Dans cet exemple, la fonction Build3DData génère juste une texture en trois dimensions qui contient des pixels dont les canaux rgb contiennent la valeur issue de la lecture de notre fichier contenant le résultat du scan du bonzaï. Typiquement, il serait plus intéressant de ne charger dans notre texture en 3D que les données issues de la lecture de notre fichier; et de n’émettre cette valeur dans les canaux rgb que dans notre pixel shader mais ici j’ai choisi d’avoir directement la couleur dans la texture en dimensions. Pour les personnes qui regardent le projet d’exemple, ils verront qu’il y a une deuxième fonction Build3DData qui ne prend pas de paramètres et qui construit de façon procédurale un cube contenant un gradient de couleur. Stocker les valeurs 8bits issues du fichier bonzai.raw dans ma texture 3D en lieu et placer des couleurs m’aurait obligé à avoir un pixel shader différent dans les moments où je souhaite visualiser le cube contenant le gradient de couleur, aussi j’ai préféré avoir un seul pixel shader qui permette de visualiser les deux. Encore une fois, il s’agit juste d’un exemple de code dont le seul but et d’illustrer de la manière la plus synthétique possible l’utilisation de l’API.

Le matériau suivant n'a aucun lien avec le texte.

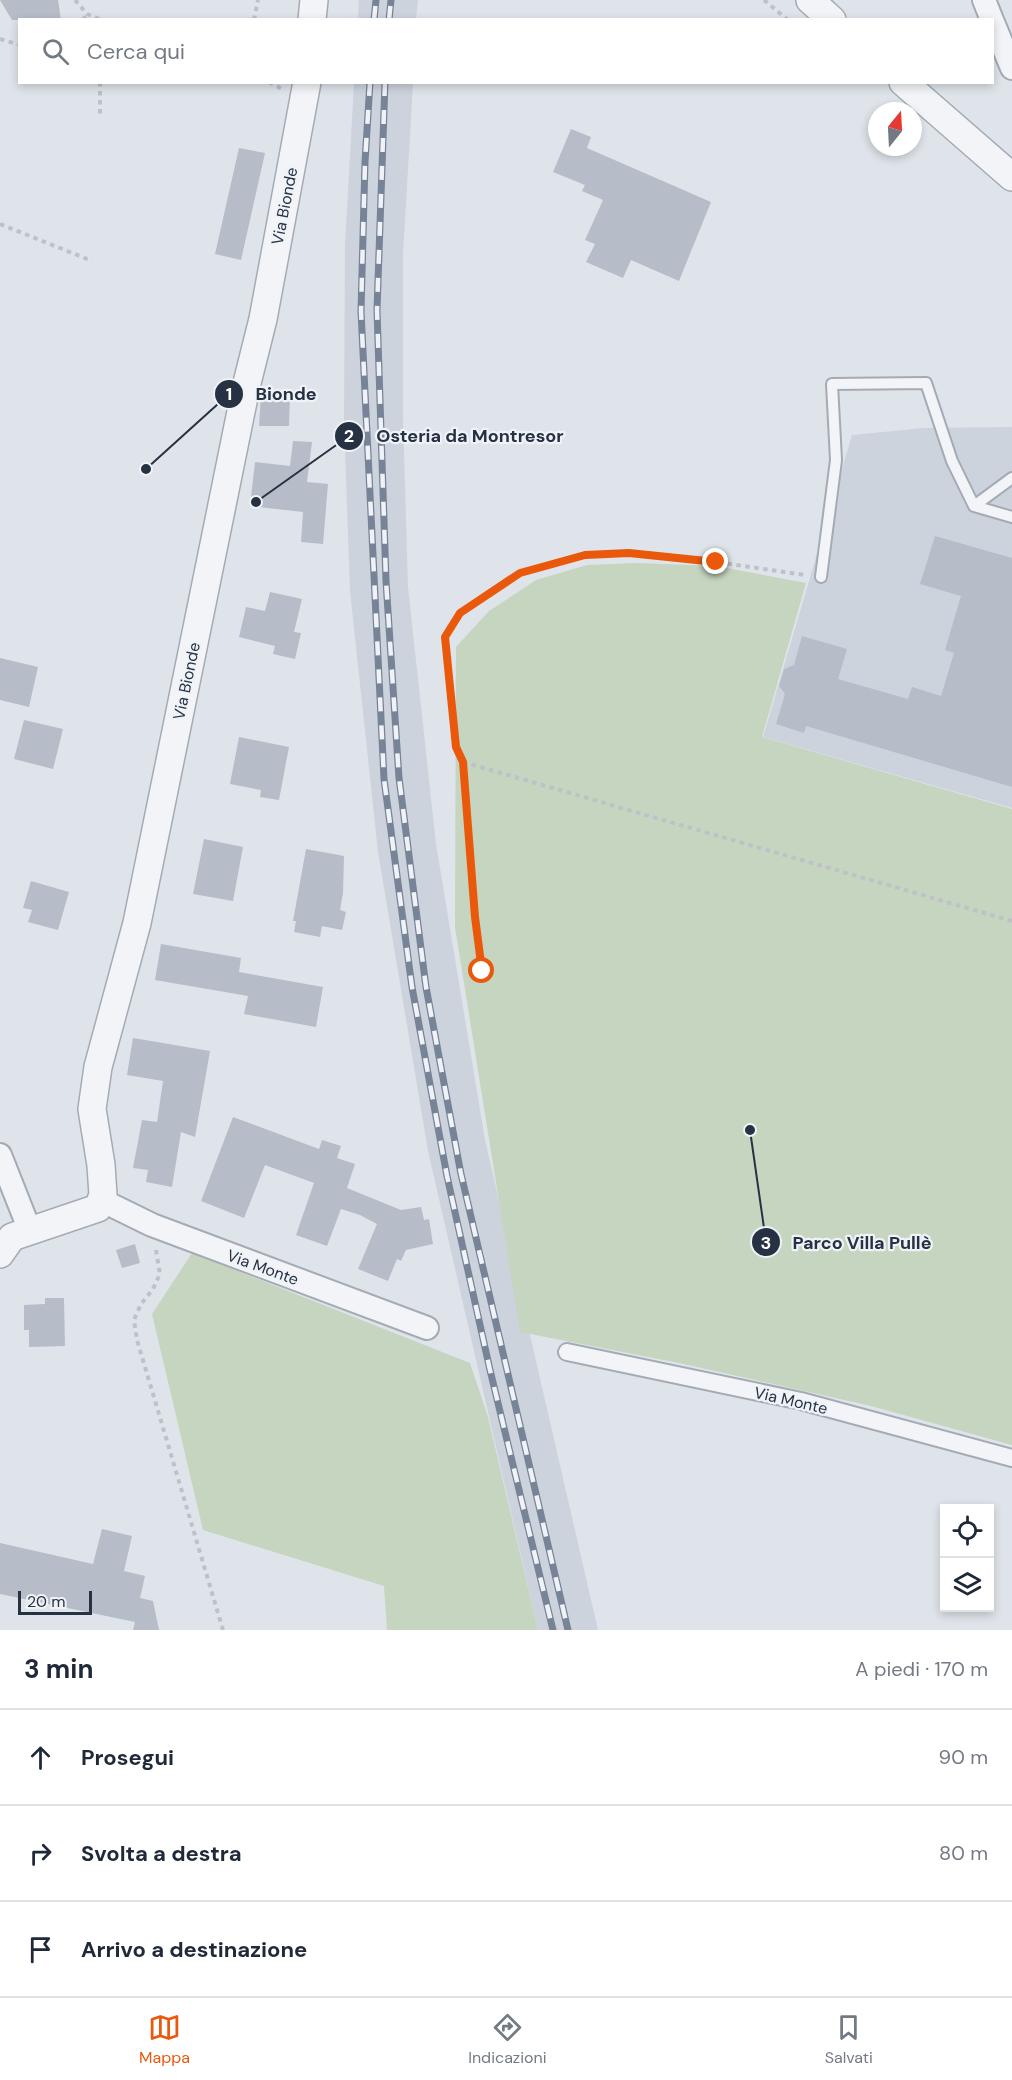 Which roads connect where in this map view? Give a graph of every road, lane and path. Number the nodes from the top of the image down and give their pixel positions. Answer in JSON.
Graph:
{"nodes":[{"id":1,"x":75,"y":0,"type":"edge"},
{"id":2,"x":258,"y":0,"type":"edge"},
{"id":3,"x":314,"y":0,"type":"edge"},
{"id":4,"x":764,"y":0,"type":"edge"},
{"id":5,"x":810,"y":0,"type":"edge"},
{"id":6,"x":984,"y":0,"type":"edge"},
{"id":7,"x":87,"y":14,"type":"junction"},
{"id":8,"x":84,"y":18,"type":"edge"},
{"id":9,"x":97,"y":18,"type":"edge"},
{"id":10,"x":254,"y":18,"type":"edge"},
{"id":11,"x":312,"y":18,"type":"edge"},
{"id":12,"x":786,"y":18,"type":"edge"},
{"id":13,"x":830,"y":18,"type":"edge"},
{"id":14,"x":991,"y":18,"type":"edge"},
{"id":15,"x":994,"y":25,"type":"edge"},
{"id":16,"x":0,"y":39,"type":"edge"},
{"id":17,"x":18,"y":44,"type":"edge"},
{"id":18,"x":1012,"y":68,"type":"edge"},
{"id":19,"x":100,"y":84,"type":"edge"},
{"id":20,"x":307,"y":84,"type":"edge"},
{"id":21,"x":905,"y":84,"type":"edge"},
{"id":22,"x":100,"y":115,"type":"dead end"},
{"id":23,"x":1012,"y":177,"type":"edge"},
{"id":24,"x":0,"y":224,"type":"edge"},
{"id":25,"x":92,"y":261,"type":"dead end"},
{"id":26,"x":1012,"y":478,"type":"edge"},
{"id":27,"x":975,"y":506,"type":"junction"},
{"id":28,"x":1012,"y":517,"type":"edge"},
{"id":29,"x":821,"y":577,"type":"joint"},
{"id":30,"x":463,"y":762,"type":"junction"},
{"id":31,"x":1012,"y":921,"type":"edge"},
{"id":32,"x":482,"y":971,"type":"dead end"},
{"id":33,"x":0,"y":1155,"type":"edge"},
{"id":34,"x":100,"y":1204,"type":"junction"},
{"id":35,"x":152,"y":1225,"type":"junction"},
{"id":36,"x":30,"y":1231,"type":"junction"},
{"id":37,"x":0,"y":1254,"type":"edge"},
{"id":38,"x":427,"y":1328,"type":"dead end"},
{"id":39,"x":567,"y":1352,"type":"dead end"},
{"id":40,"x":1012,"y":1458,"type":"edge"},
{"id":41,"x":224,"y":1630,"type":"edge"}],
"edges":[{"from":1,"to":7,"type":"path"},
{"from":2,"to":10,"type":"path"},
{"from":3,"to":11,"type":"street"},
{"from":4,"to":12,"type":"path"},
{"from":5,"to":13,"type":"street"},
{"from":6,"to":14,"type":"street"},
{"from":7,"to":8,"type":"path"},
{"from":7,"to":9,"type":"path"},
{"from":15,"to":18,"type":"street"},
{"from":16,"to":17,"type":"path"},
{"from":19,"to":22,"type":"path"},
{"from":20,"to":34,"type":"street","name":"Via Bionde"},
{"from":21,"to":23,"type":"street"},
{"from":24,"to":25,"type":"path"},
{"from":26,"to":27,"type":"lane"},
{"from":27,"to":28,"type":"lane"},
{"from":27,"to":29,"type":"lane"},
{"from":29,"to":30,"type":"path"},
{"from":30,"to":31,"type":"path"},
{"from":30,"to":32,"type":"path"},
{"from":33,"to":36,"type":"street"},
{"from":34,"to":35,"type":"street","name":"Via Monte"},
{"from":34,"to":36,"type":"street"},
{"from":35,"to":38,"type":"street","name":"Via Monte"},
{"from":35,"to":41,"type":"path"},
{"from":36,"to":37,"type":"street"},
{"from":39,"to":40,"type":"street","name":"Via Monte"}]}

Les grandes étapes de cette fonction sont les suivantes, on génère l’ensemble des valeurs dans un tableau de D3DXVECTOR4 (le format de couleur choisi exprime chaque canal r g b ou a sous forme d’un float), puis à partir de ce tableau nous construisons notre texture 3D dont nous extrayons une vue qui est associée (bindé) au pipeline par le biais de l’interface contenu dans g_p3DData que nous avions récupéré dans InitDevice en utilisant les fonctionnalités de réflection du système d’effet. A partir de là, nos shaders peuvent consommer cette ressource.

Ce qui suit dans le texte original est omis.